Extracted records
------

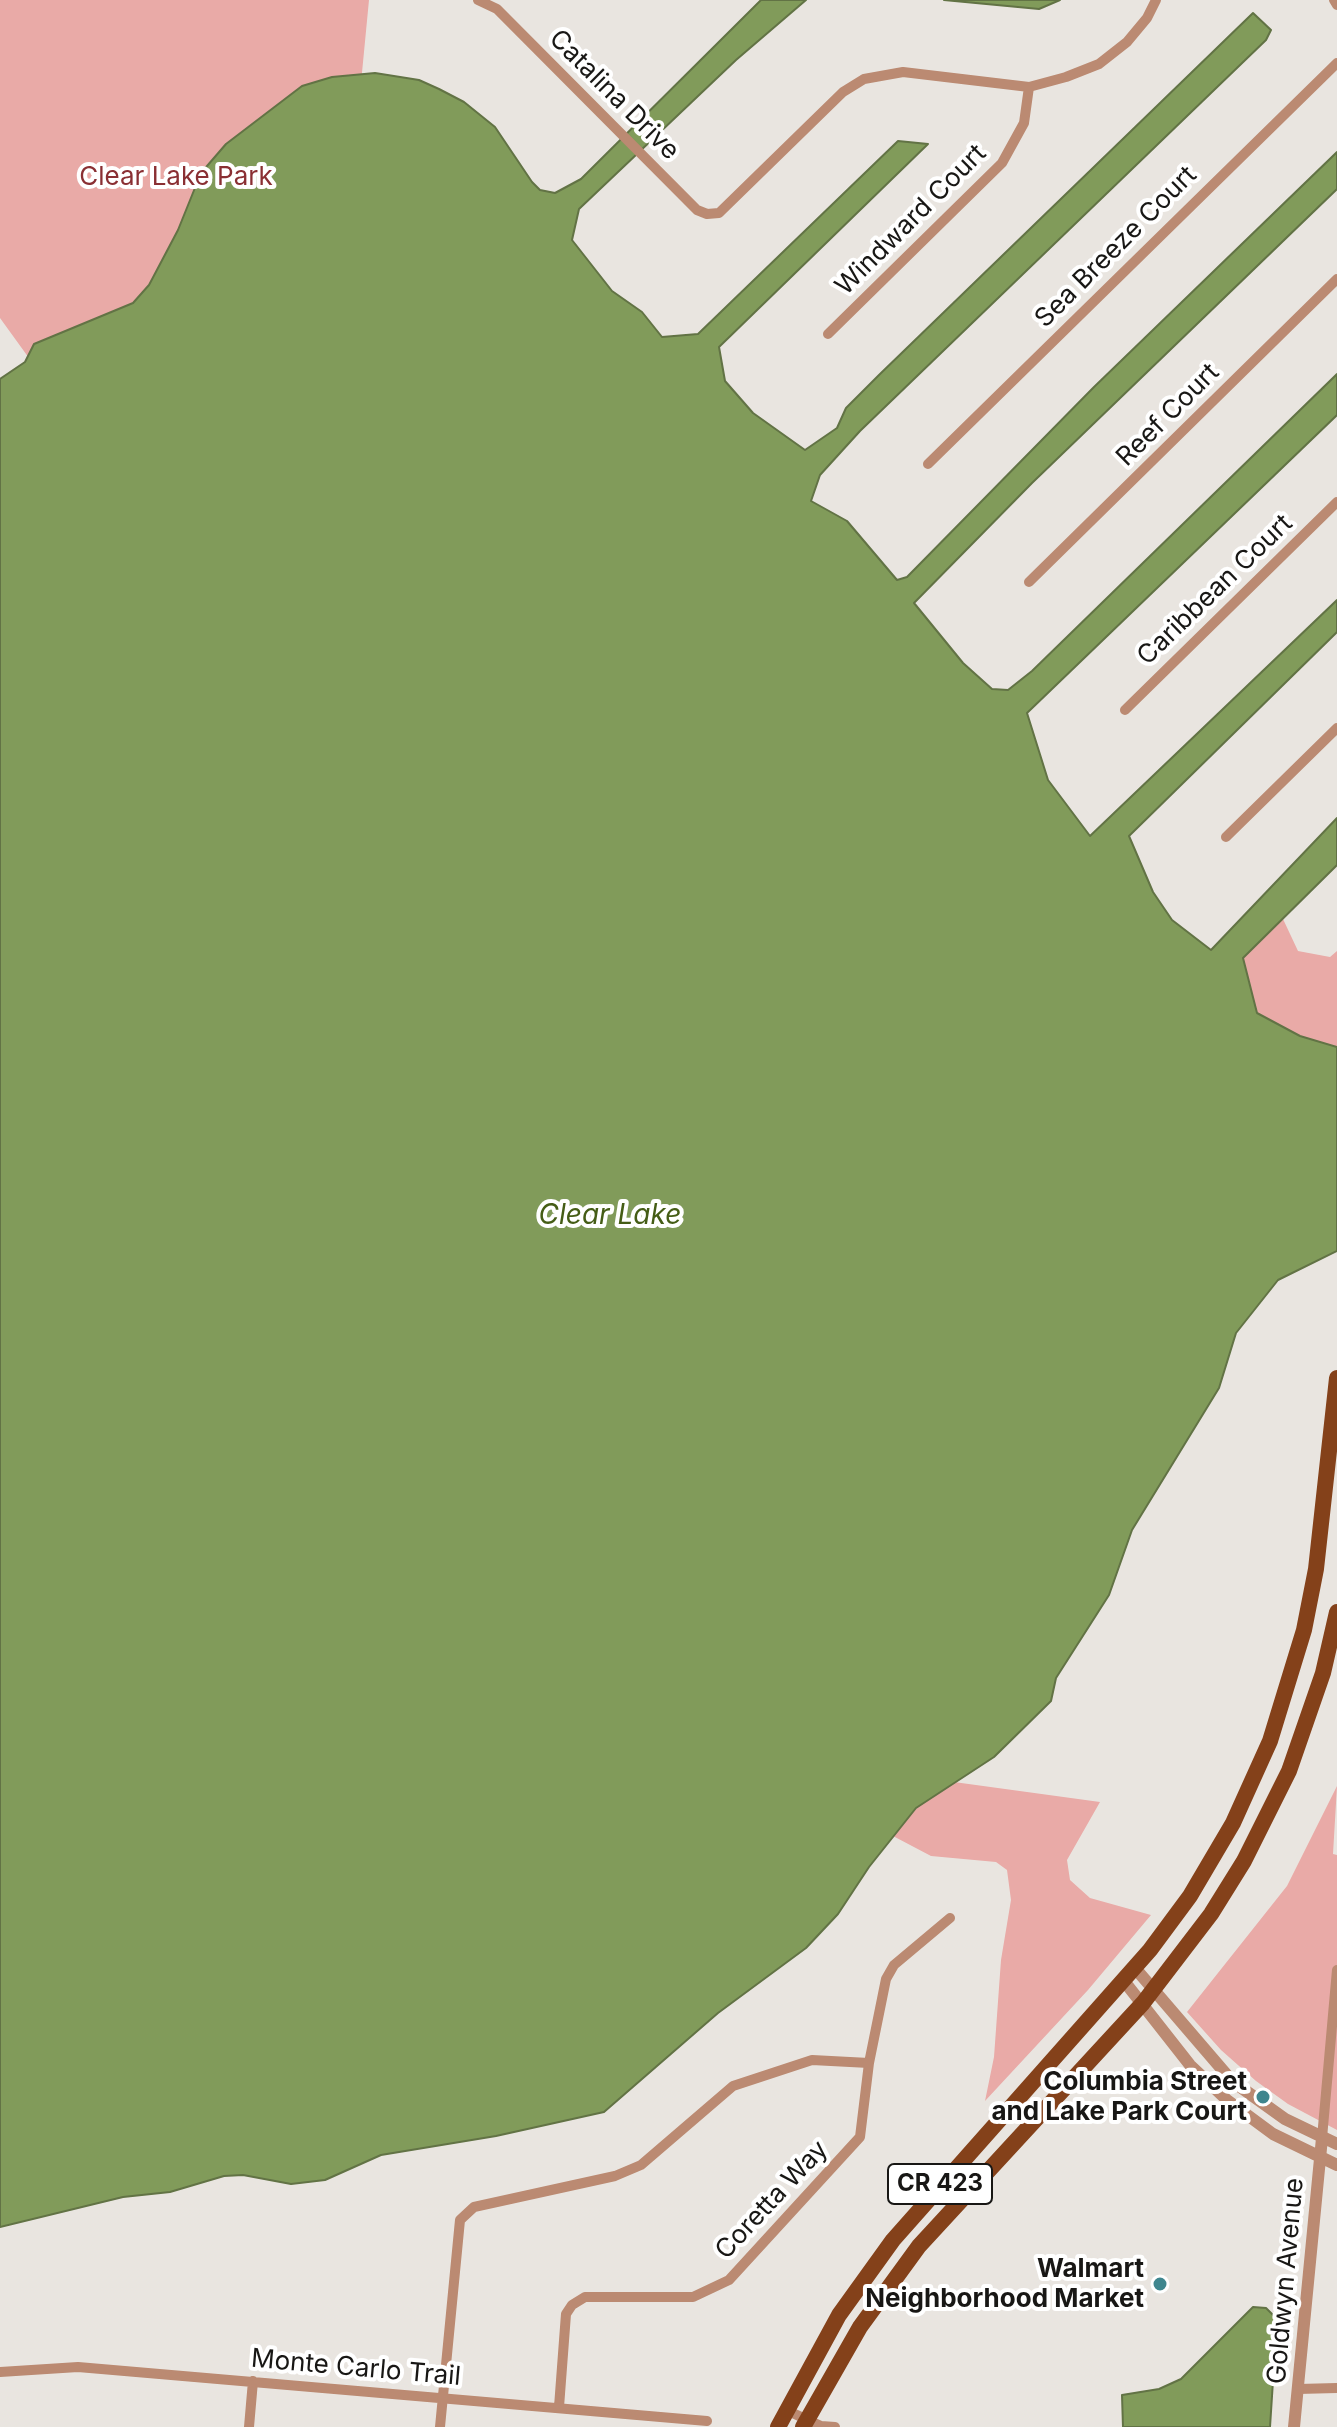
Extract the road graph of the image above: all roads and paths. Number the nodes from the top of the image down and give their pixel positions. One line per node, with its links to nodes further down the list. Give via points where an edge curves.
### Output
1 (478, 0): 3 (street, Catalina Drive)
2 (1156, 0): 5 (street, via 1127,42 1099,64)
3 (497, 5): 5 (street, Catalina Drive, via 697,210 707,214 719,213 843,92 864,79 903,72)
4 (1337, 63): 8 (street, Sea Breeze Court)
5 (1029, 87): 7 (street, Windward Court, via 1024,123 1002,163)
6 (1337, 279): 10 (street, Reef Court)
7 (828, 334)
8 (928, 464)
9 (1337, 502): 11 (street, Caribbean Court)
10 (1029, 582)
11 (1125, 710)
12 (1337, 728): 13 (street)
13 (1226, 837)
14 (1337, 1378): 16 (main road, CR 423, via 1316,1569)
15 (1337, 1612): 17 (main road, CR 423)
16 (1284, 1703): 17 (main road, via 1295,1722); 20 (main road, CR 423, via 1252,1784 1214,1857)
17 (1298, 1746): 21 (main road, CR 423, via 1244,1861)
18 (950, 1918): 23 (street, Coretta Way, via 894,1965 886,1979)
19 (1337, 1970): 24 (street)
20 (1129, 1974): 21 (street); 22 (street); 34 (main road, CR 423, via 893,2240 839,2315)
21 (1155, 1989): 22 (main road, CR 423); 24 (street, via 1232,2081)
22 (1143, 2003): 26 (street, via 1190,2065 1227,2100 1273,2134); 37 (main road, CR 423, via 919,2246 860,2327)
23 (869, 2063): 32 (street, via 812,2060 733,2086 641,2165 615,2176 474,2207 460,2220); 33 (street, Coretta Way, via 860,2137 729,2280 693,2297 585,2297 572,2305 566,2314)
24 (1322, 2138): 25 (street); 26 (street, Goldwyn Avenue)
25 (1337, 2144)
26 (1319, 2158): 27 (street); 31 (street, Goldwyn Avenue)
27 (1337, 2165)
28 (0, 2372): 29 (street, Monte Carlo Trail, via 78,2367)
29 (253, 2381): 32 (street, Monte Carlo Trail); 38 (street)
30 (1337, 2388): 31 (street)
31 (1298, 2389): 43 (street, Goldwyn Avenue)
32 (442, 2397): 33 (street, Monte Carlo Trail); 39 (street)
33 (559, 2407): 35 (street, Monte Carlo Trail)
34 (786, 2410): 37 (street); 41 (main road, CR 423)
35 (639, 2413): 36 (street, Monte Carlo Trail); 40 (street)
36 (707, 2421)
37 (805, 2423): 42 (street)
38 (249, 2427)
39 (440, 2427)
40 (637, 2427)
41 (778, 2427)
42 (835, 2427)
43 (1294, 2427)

------

• _WHAT YOU WILL DO_: What is needed is an exact copy of the entries, without any images.

• _SOLUTION TO THIS EXERCISE_:
Extract the road graph of the image above: all roads and paths. Number the nodes from the top of the image down and give their pixel positions. One line per node, with its links to nodes further down the list. Give via points where an edge curves.
### Output
1 (478, 0): 3 (street, Catalina Drive)
2 (1156, 0): 5 (street, via 1127,42 1099,64)
3 (497, 5): 5 (street, Catalina Drive, via 697,210 707,214 719,213 843,92 864,79 903,72)
4 (1337, 63): 8 (street, Sea Breeze Court)
5 (1029, 87): 7 (street, Windward Court, via 1024,123 1002,163)
6 (1337, 279): 10 (street, Reef Court)
7 (828, 334)
8 (928, 464)
9 (1337, 502): 11 (street, Caribbean Court)
10 (1029, 582)
11 (1125, 710)
12 (1337, 728): 13 (street)
13 (1226, 837)
14 (1337, 1378): 16 (main road, CR 423, via 1316,1569)
15 (1337, 1612): 17 (main road, CR 423)
16 (1284, 1703): 17 (main road, via 1295,1722); 20 (main road, CR 423, via 1252,1784 1214,1857)
17 (1298, 1746): 21 (main road, CR 423, via 1244,1861)
18 (950, 1918): 23 (street, Coretta Way, via 894,1965 886,1979)
19 (1337, 1970): 24 (street)
20 (1129, 1974): 21 (street); 22 (street); 34 (main road, CR 423, via 893,2240 839,2315)
21 (1155, 1989): 22 (main road, CR 423); 24 (street, via 1232,2081)
22 (1143, 2003): 26 (street, via 1190,2065 1227,2100 1273,2134); 37 (main road, CR 423, via 919,2246 860,2327)
23 (869, 2063): 32 (street, via 812,2060 733,2086 641,2165 615,2176 474,2207 460,2220); 33 (street, Coretta Way, via 860,2137 729,2280 693,2297 585,2297 572,2305 566,2314)
24 (1322, 2138): 25 (street); 26 (street, Goldwyn Avenue)
25 (1337, 2144)
26 (1319, 2158): 27 (street); 31 (street, Goldwyn Avenue)
27 (1337, 2165)
28 (0, 2372): 29 (street, Monte Carlo Trail, via 78,2367)
29 (253, 2381): 32 (street, Monte Carlo Trail); 38 (street)
30 (1337, 2388): 31 (street)
31 (1298, 2389): 43 (street, Goldwyn Avenue)
32 (442, 2397): 33 (street, Monte Carlo Trail); 39 (street)
33 (559, 2407): 35 (street, Monte Carlo Trail)
34 (786, 2410): 37 (street); 41 (main road, CR 423)
35 (639, 2413): 36 (street, Monte Carlo Trail); 40 (street)
36 (707, 2421)
37 (805, 2423): 42 (street)
38 (249, 2427)
39 (440, 2427)
40 (637, 2427)
41 (778, 2427)
42 (835, 2427)
43 (1294, 2427)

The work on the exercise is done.